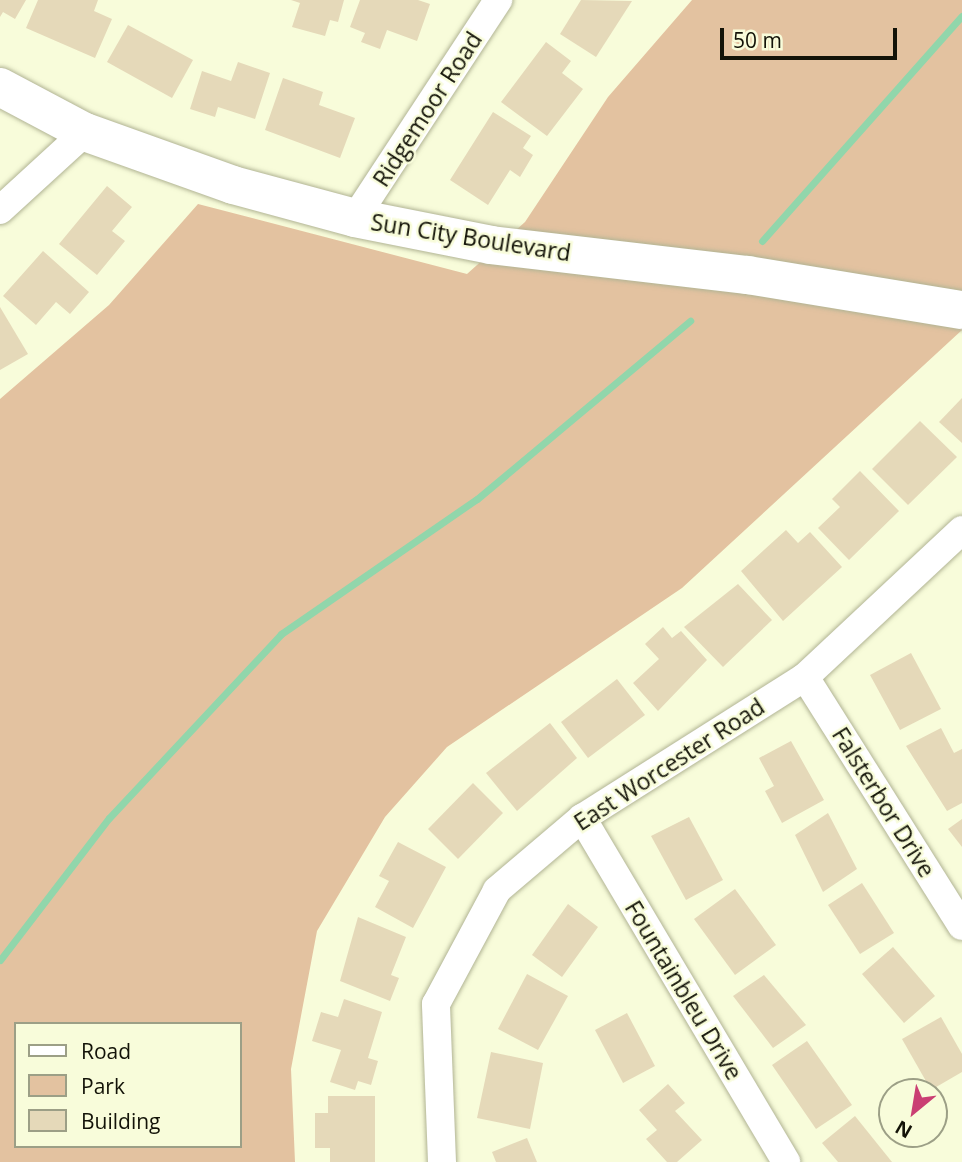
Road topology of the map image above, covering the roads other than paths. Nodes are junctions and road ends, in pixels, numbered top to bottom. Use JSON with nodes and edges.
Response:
{"nodes":[{"id":1,"x":498,"y":0,"type":"edge"},
{"id":2,"x":0,"y":87,"type":"edge"},
{"id":3,"x":85,"y":132,"type":"junction"},
{"id":4,"x":0,"y":210,"type":"edge"},
{"id":5,"x":355,"y":218,"type":"junction"},
{"id":6,"x":962,"y":310,"type":"edge"},
{"id":7,"x":962,"y":530,"type":"edge"},
{"id":8,"x":805,"y":677,"type":"junction"},
{"id":9,"x":582,"y":818,"type":"junction"},
{"id":10,"x":962,"y":926,"type":"edge"},
{"id":11,"x":442,"y":1162,"type":"edge"},
{"id":12,"x":786,"y":1162,"type":"edge"}],
"edges":[{"from":1,"to":5,"type":"street","name":"Ridgemoor Road"},
{"from":2,"to":3,"type":"street","name":"Sun City Boulevard"},
{"from":3,"to":4,"type":"street"},
{"from":3,"to":5,"type":"street","name":"Sun City Boulevard"},
{"from":5,"to":6,"type":"street","name":"Sun City Boulevard"},
{"from":7,"to":8,"type":"street","name":"East Worcester Road"},
{"from":8,"to":9,"type":"street","name":"East Worcester Road"},
{"from":8,"to":10,"type":"street","name":"Falsterbor Drive"},
{"from":9,"to":11,"type":"street","name":"East Worcester Road"},
{"from":9,"to":12,"type":"street","name":"Fountainbleu Drive"}]}
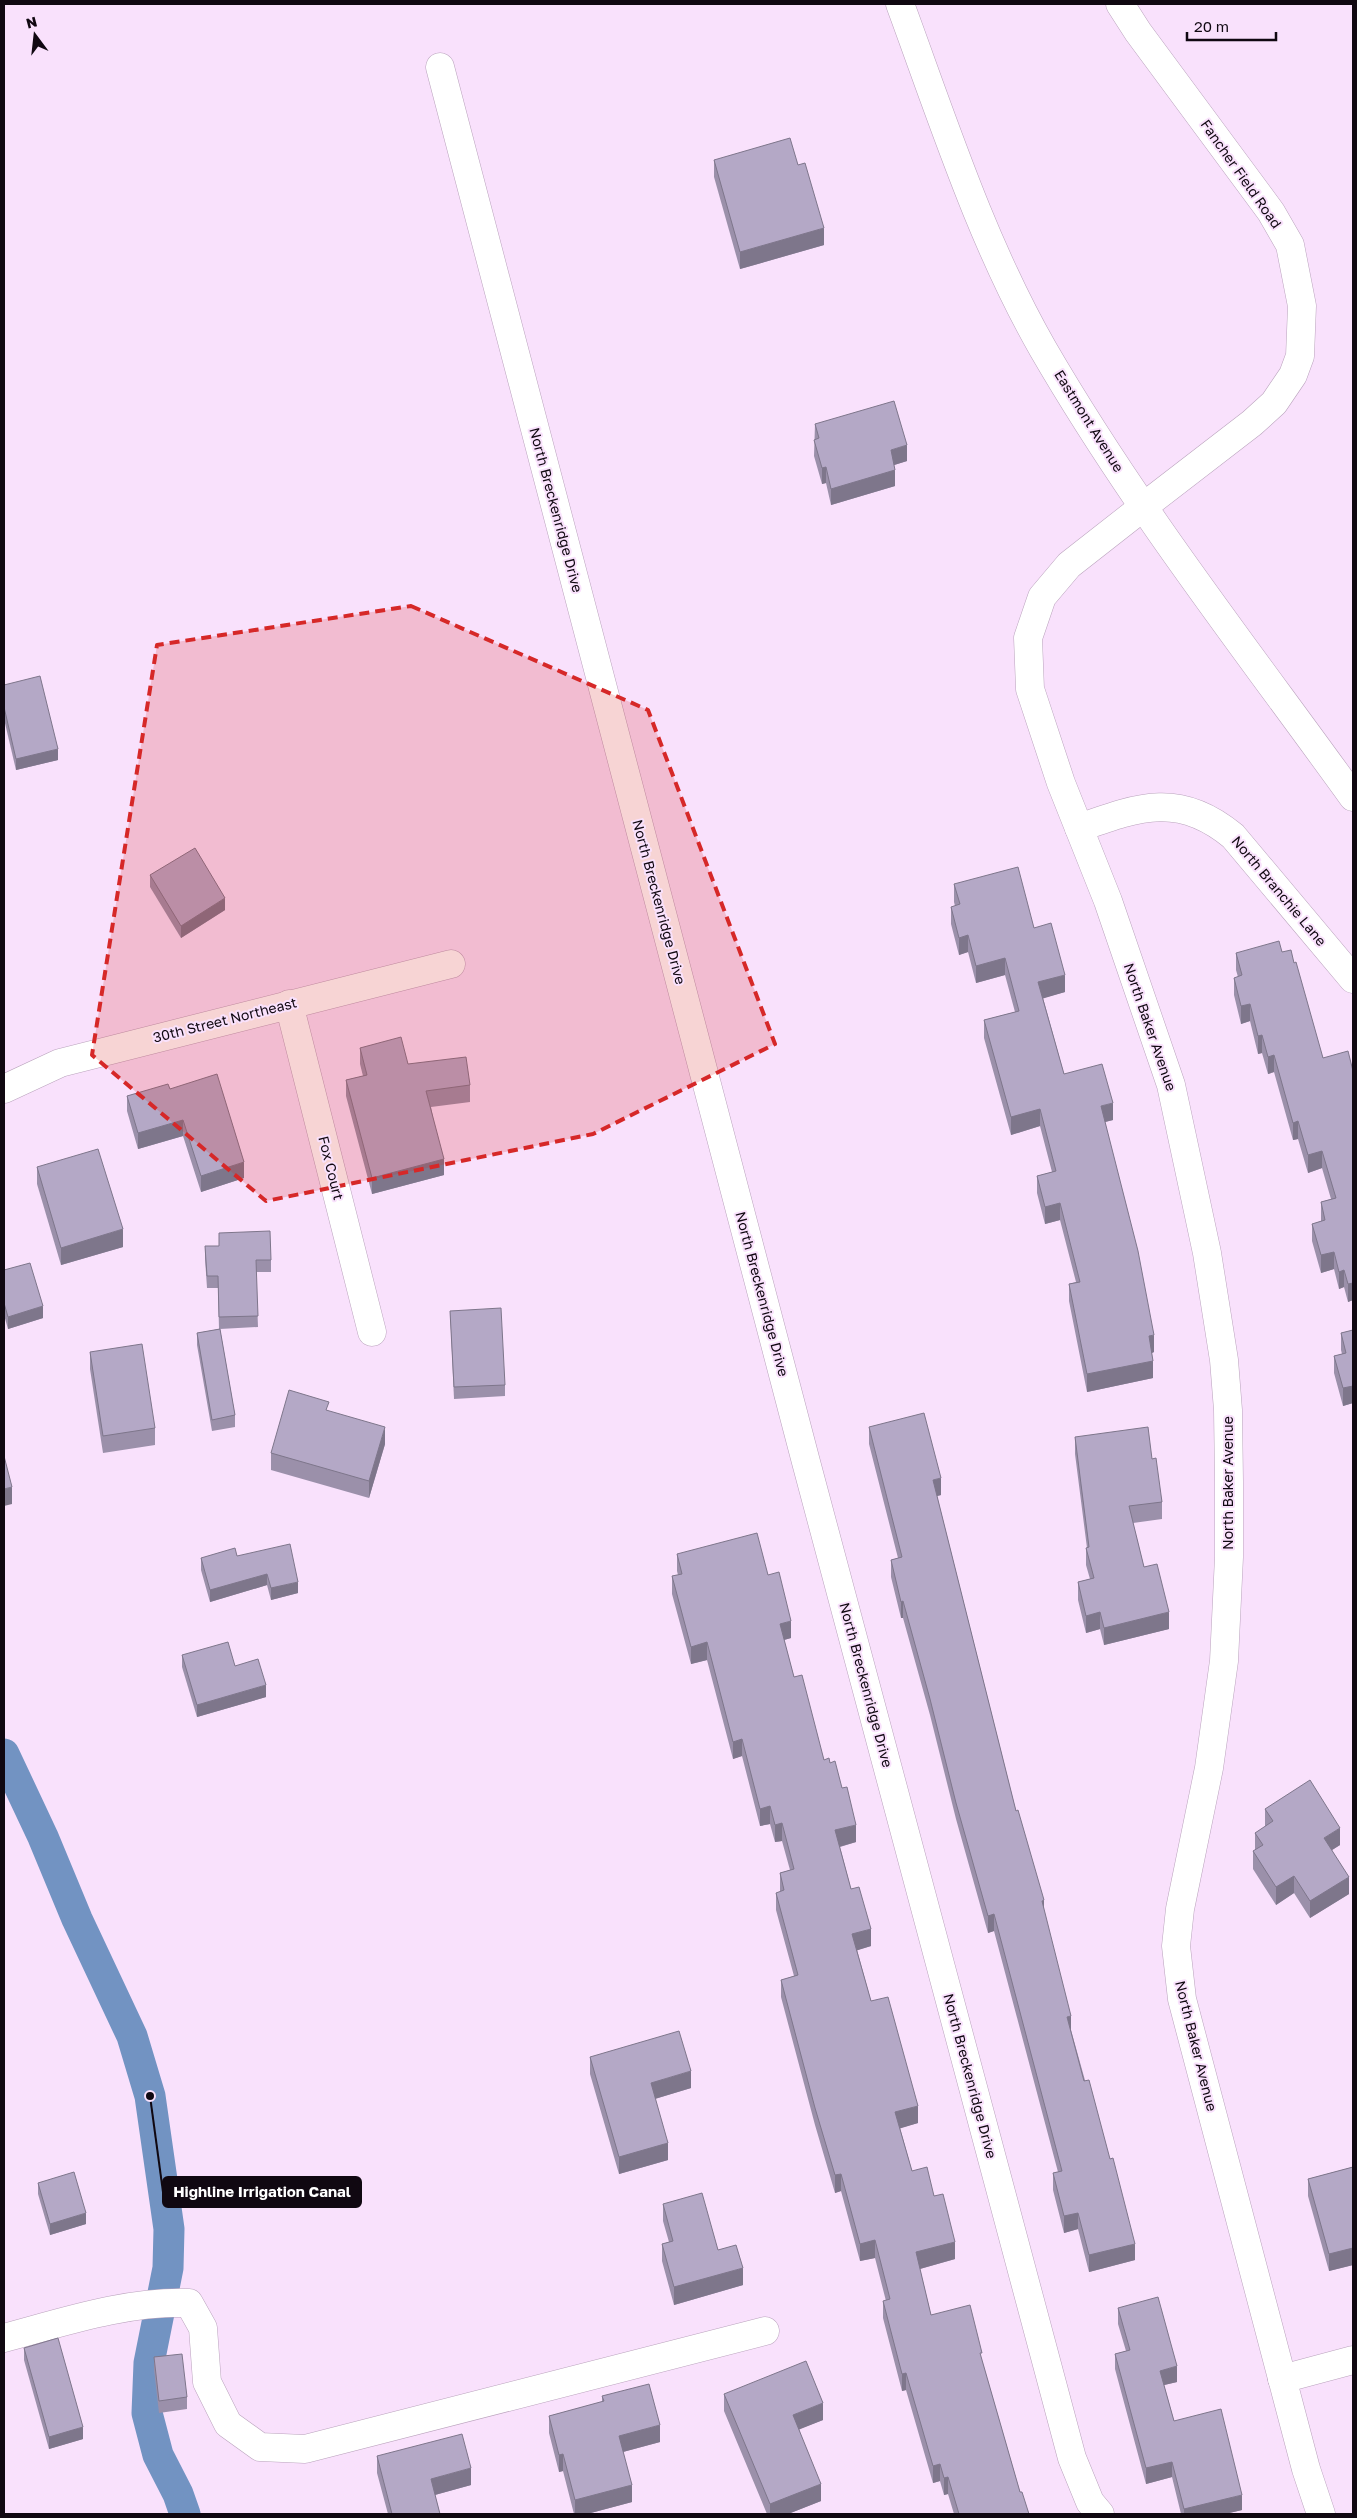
+---+
- Exercise instructions:
Would you please copy every line in the data that contains the word "East"?

- Response to the exercise:
{"from":7,"to":8,"type":"street","name":"East Worcester Road"},
{"from":8,"to":9,"type":"street","name":"East Worcester Road"},
{"from":9,"to":11,"type":"street","name":"East Worcester Road"},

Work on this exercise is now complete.